Millennials have earned a reputation for loving consumer products that are local and artisanal. So why are they are buying so many plastic Christmas trees?
That’s the question irking Tim O’Connor, the executive director of the Christmas Tree Promotion Board in Littleton, Colo. To help capture more buyers, growers are positioning themselves as analogs to the local and organic food movement. Real trees have all the things younger adults are drawn to, he said, touting authenticity, benefits to the environment and support for regional economies.
They’ve got their work cut out for them. While almost 95 million U.S. households will display a Christmas tree this season, only 19 percent of those are expected to be real, according to a survey conducted by Nielsen for the American Christmas Tree Association released Thursday. While some houses display both types of trees, most will be putting up artificial trees, usually made from plastic and coming from factories sometimes located across the globe.

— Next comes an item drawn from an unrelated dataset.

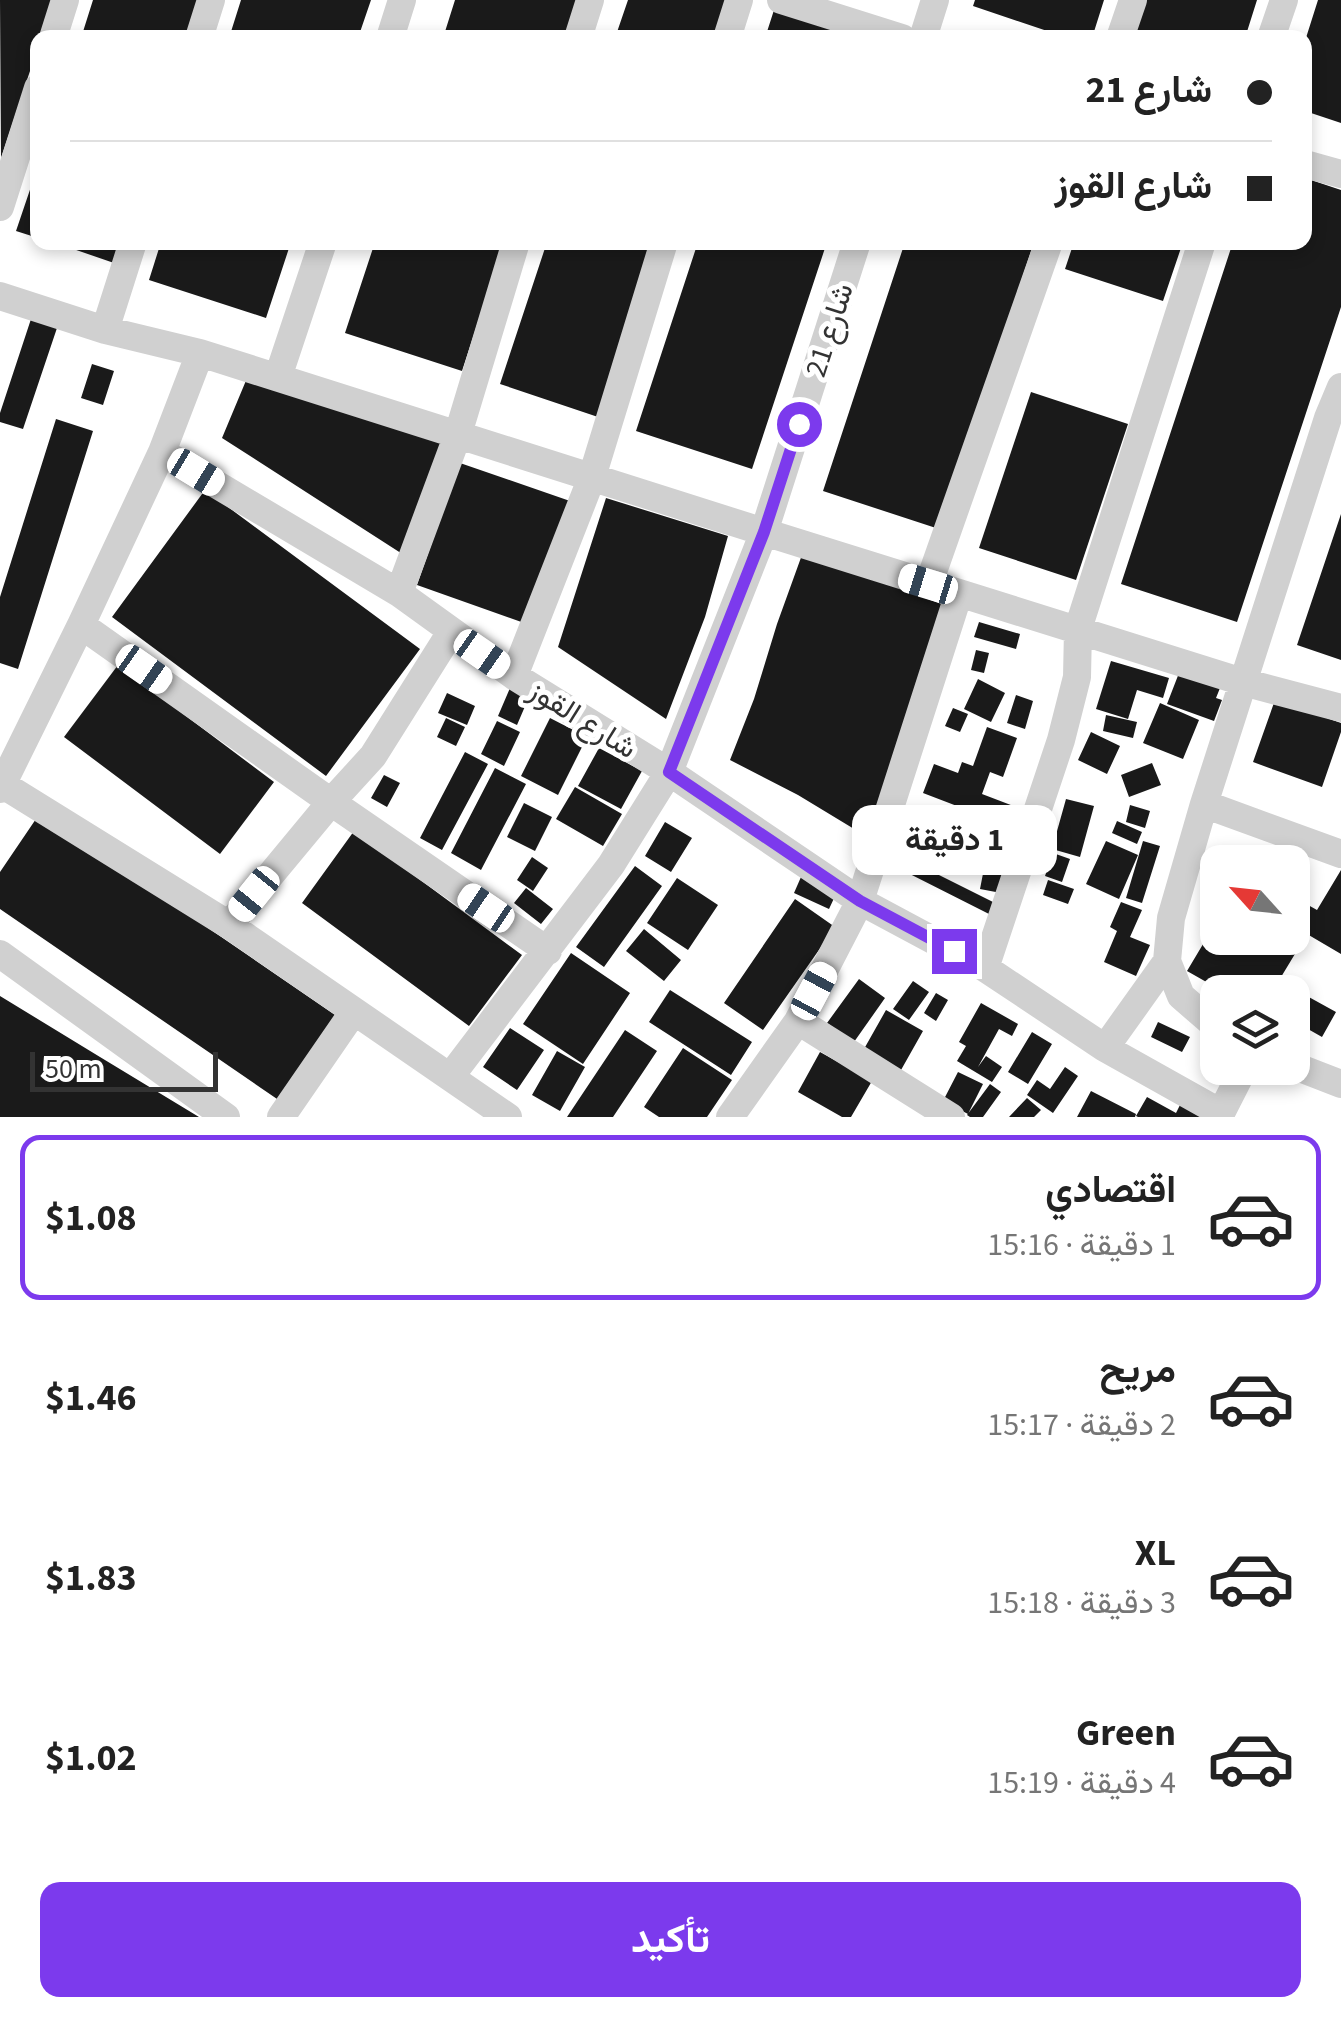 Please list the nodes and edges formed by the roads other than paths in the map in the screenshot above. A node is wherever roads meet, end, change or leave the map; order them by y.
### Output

The tide could already be starting to change, according to George Richardson, the co-owner of Richardson Farms in Spring Grove, Ill., who’s a fifth-generation farmer. He plants 10,000 seedlings a year on his operation, where buyers can choose and cut their own tree.
“Real Christmas trees were immensely popular in ’40s, ’50s, ’60s, ’70s, ’80s, and then the fake trees got in,” Richardson said. “For a while, people thought, this is so convenient, let’s do that. Now we’re finding out that maybe they’re not the healthiest, pristine thing we thought they were, and they’ll end up in a landfill.”

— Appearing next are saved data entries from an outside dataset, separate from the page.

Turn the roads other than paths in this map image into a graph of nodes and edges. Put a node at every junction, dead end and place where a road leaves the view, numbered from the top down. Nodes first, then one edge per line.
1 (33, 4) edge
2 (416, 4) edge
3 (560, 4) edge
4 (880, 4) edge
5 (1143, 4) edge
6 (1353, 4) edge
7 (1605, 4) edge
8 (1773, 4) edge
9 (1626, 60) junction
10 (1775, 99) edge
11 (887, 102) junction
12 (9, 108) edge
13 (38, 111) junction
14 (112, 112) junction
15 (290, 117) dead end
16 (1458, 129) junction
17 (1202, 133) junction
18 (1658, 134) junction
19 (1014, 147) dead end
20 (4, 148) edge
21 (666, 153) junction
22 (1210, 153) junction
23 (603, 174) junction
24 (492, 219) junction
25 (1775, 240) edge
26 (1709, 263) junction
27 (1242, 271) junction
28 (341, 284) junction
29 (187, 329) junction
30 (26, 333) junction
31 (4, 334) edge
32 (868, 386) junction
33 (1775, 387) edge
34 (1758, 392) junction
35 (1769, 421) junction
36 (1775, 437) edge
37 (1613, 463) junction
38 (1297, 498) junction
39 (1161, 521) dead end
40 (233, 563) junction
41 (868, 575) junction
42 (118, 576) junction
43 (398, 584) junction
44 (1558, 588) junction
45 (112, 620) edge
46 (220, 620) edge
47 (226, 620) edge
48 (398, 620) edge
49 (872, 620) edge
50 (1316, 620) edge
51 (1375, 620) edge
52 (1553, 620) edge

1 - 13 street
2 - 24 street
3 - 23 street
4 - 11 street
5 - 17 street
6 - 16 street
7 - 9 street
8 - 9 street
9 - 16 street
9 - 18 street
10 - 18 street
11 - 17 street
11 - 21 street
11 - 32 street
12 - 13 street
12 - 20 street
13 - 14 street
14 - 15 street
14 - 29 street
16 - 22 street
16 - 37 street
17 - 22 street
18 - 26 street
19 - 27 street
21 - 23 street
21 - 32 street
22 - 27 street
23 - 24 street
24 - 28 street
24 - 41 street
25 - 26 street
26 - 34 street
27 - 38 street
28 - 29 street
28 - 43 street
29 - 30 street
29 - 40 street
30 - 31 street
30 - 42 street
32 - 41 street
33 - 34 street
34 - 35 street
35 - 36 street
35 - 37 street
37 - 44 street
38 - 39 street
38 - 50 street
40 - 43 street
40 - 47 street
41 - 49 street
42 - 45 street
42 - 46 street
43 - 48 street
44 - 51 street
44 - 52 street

The best customers of real trees are families with children. Older adults from the Baby Boomer generation are becoming empty-nesters, while millennials — a cohort of young people now aged about 18 to 35 — are on the cusp of starting families. That’s left a gap for real trees, which have lost buyers as artificial trees gained.

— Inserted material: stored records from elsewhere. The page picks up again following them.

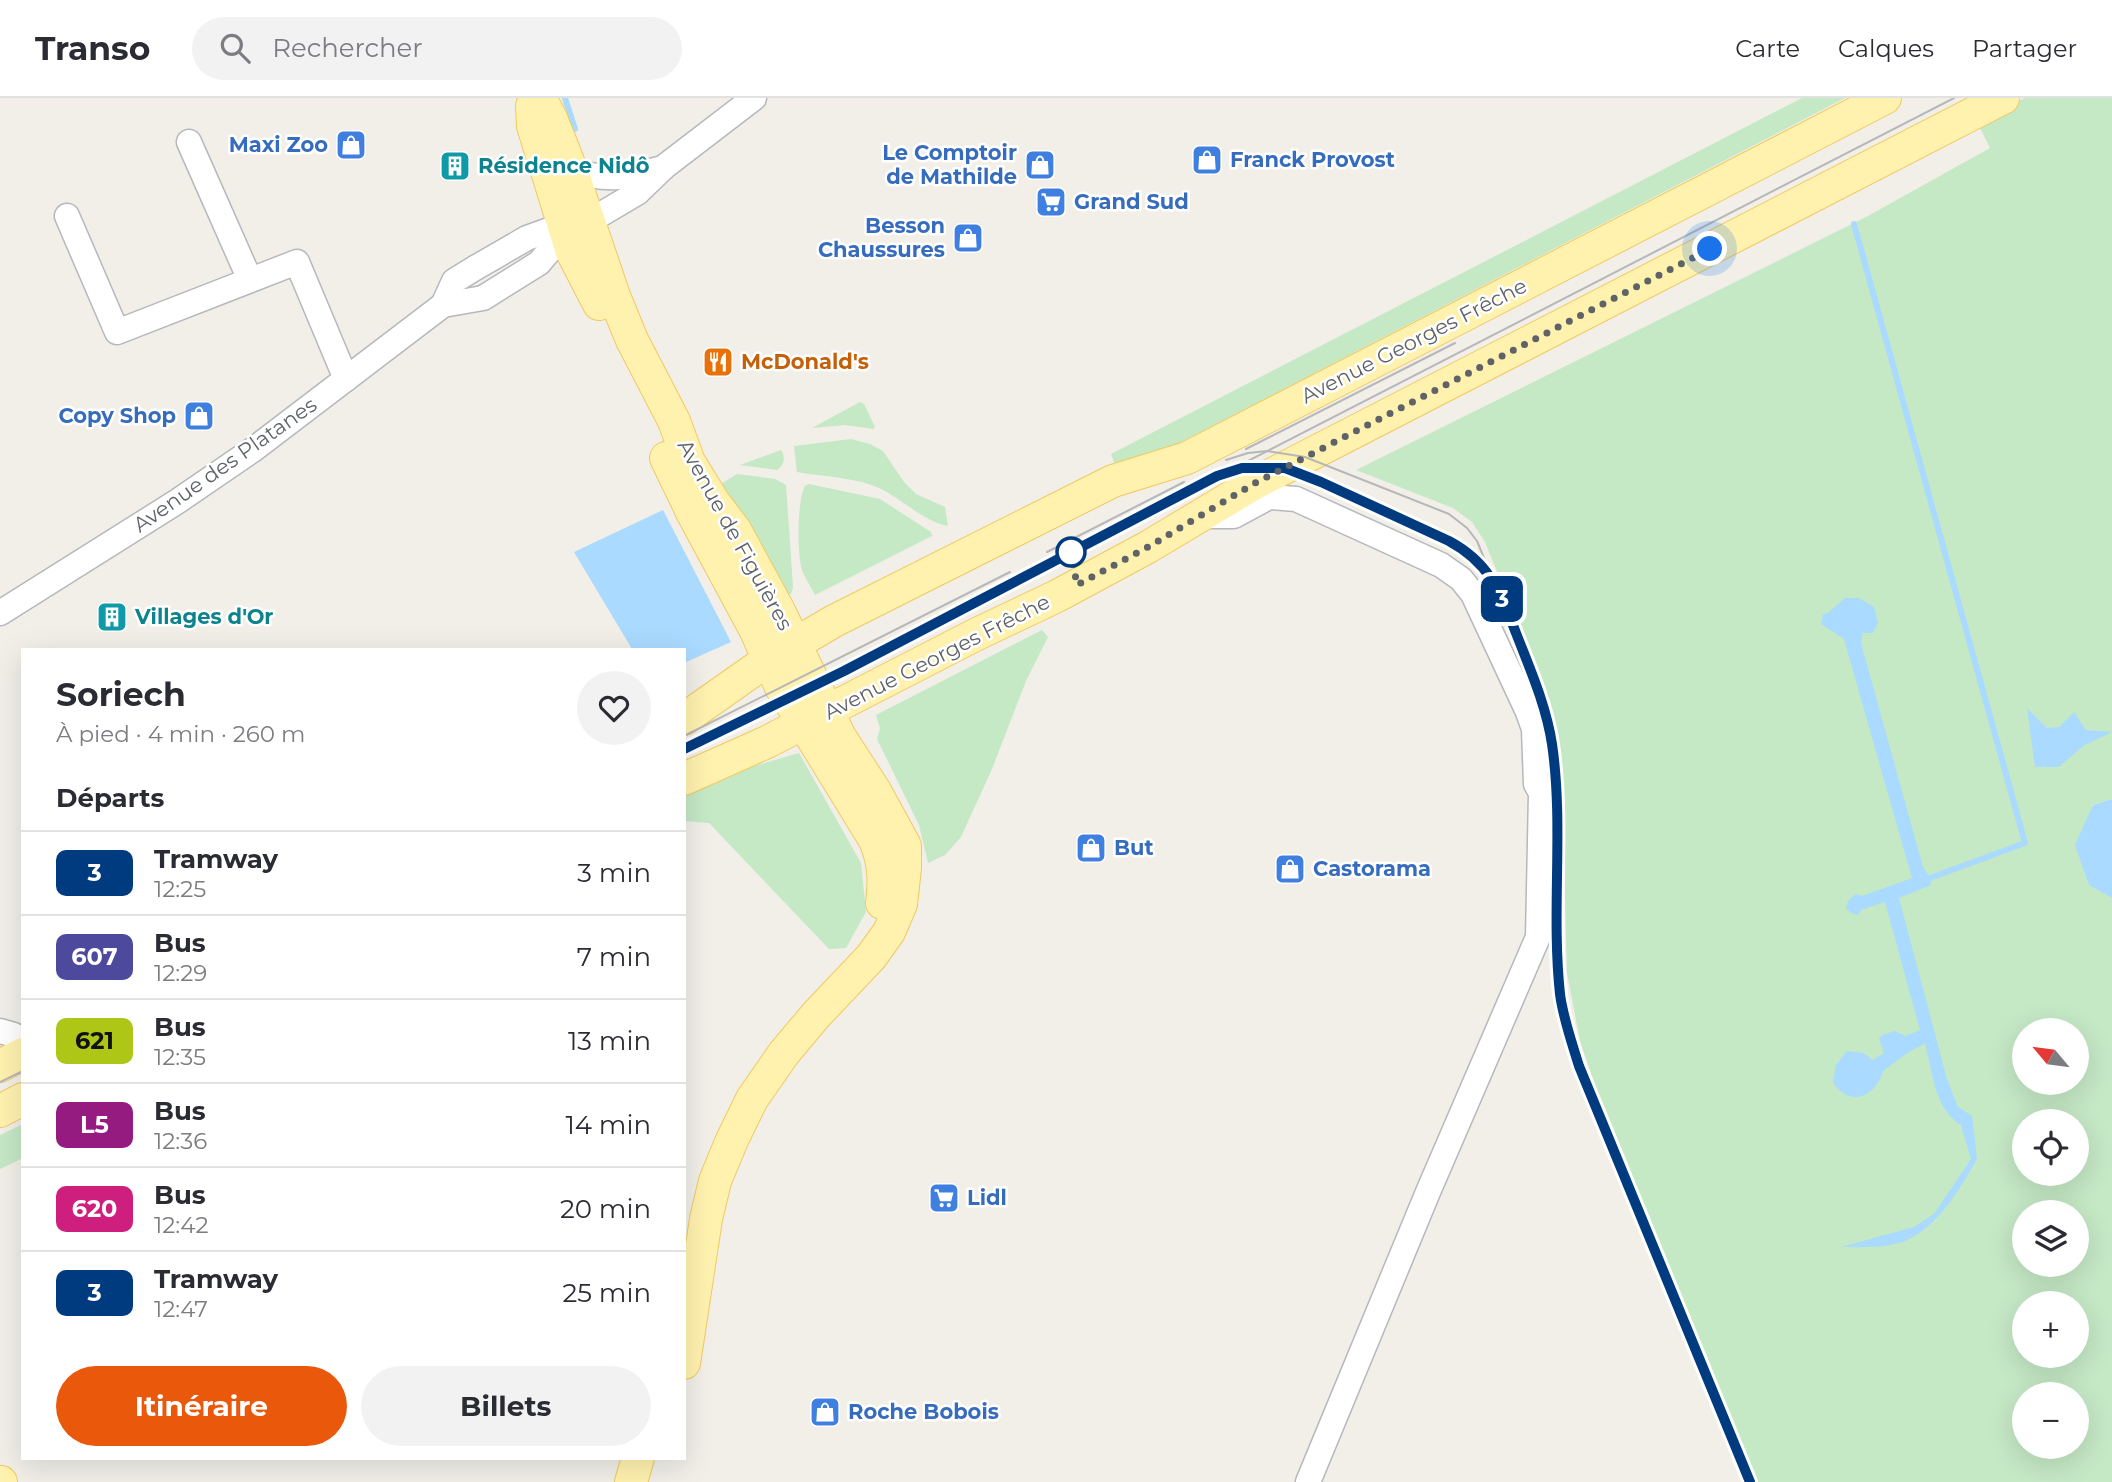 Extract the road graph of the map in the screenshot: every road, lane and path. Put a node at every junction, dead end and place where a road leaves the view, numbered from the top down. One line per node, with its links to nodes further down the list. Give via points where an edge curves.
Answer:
1 (532, 98): 10 (main road, Avenue de Figuières, via 533,126)
2 (540, 98): 8 (main road, Avenue de Figuières)
3 (754, 98): 7 (street)
4 (1885, 98): 15 (main road, Avenue Georges Frêche, via 1187,458 1113,481 834,621)
5 (2003, 98): 13 (main road, Avenue Georges Frêche)
6 (189, 142): 11 (street)
7 (664, 167): 8 (street, via 611,179); 10 (street, via 637,193)
8 (571, 169): 10 (main road, Avenue de Figuières)
9 (67, 216): 11 (street, via 117,331)
10 (577, 227): 12 (street, Avenue des Platanes, via 549,230 527,239 454,281 443,305); 15 (main road, Avenue de Figuières, via 572,252 703,507 748,615)
11 (250, 280): 12 (street, via 297,262)
12 (346, 379): 14 (street, Avenue des Platanes, via 178,501)
13 (1199, 516): 17 (main road, Avenue Georges Frêche, via 1057,596); 31 (street, via 1234,516 1269,497 1296,499 1441,565 1473,594 1534,729 1536,785 1541,793 1538,937)
14 (0, 613)
15 (782, 653): 16 (main road, Avenue Georges Frêche); 17 (main road, Avenue de Figuières)
16 (686, 718)
17 (815, 718): 18 (main road, Avenue Georges Frêche); 25 (main road, Avenue de Figuières, via 883,859 882,908 859,947 770,1045 738,1091 702,1174); 26 (main road, Avenue de Figuières, via 905,846 901,904 871,957 784,1053 752,1099 732,1140 706,1219)
18 (686, 778)
19 (0, 1031): 20 (street, via 14,1035)
20 (21, 1048)
21 (21, 1053): 22 (main road)
22 (0, 1066)
23 (21, 1100): 24 (main road)
24 (0, 1111)
25 (686, 1249)
26 (686, 1350)
27 (637, 1460): 29 (main road)
28 (656, 1460): 30 (main road)
29 (631, 1482)
30 (652, 1482)
31 (1308, 1482)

But the real-tree industry says there’s potential to win big over the next decade as young families bloom. Only 20 percent of millennials currently have young children, O’Connor of the farmer-funded Christmas Tree Promotion Board said. That leaves the lion’s share of the biggest generation — and their future Christmas traditions — still up for grabs.
Another hurdle for real trees: rising prices.
A real Christmas tree will probably cost about 10 percent more this year compared with last, said Doug Hundley, a spokesman for the National Christmas Tree Association, which represents growers. Tree supplies are tight, and demand is expected to be robust due to the healthy economy and signs that consumers are set to splurge this holiday.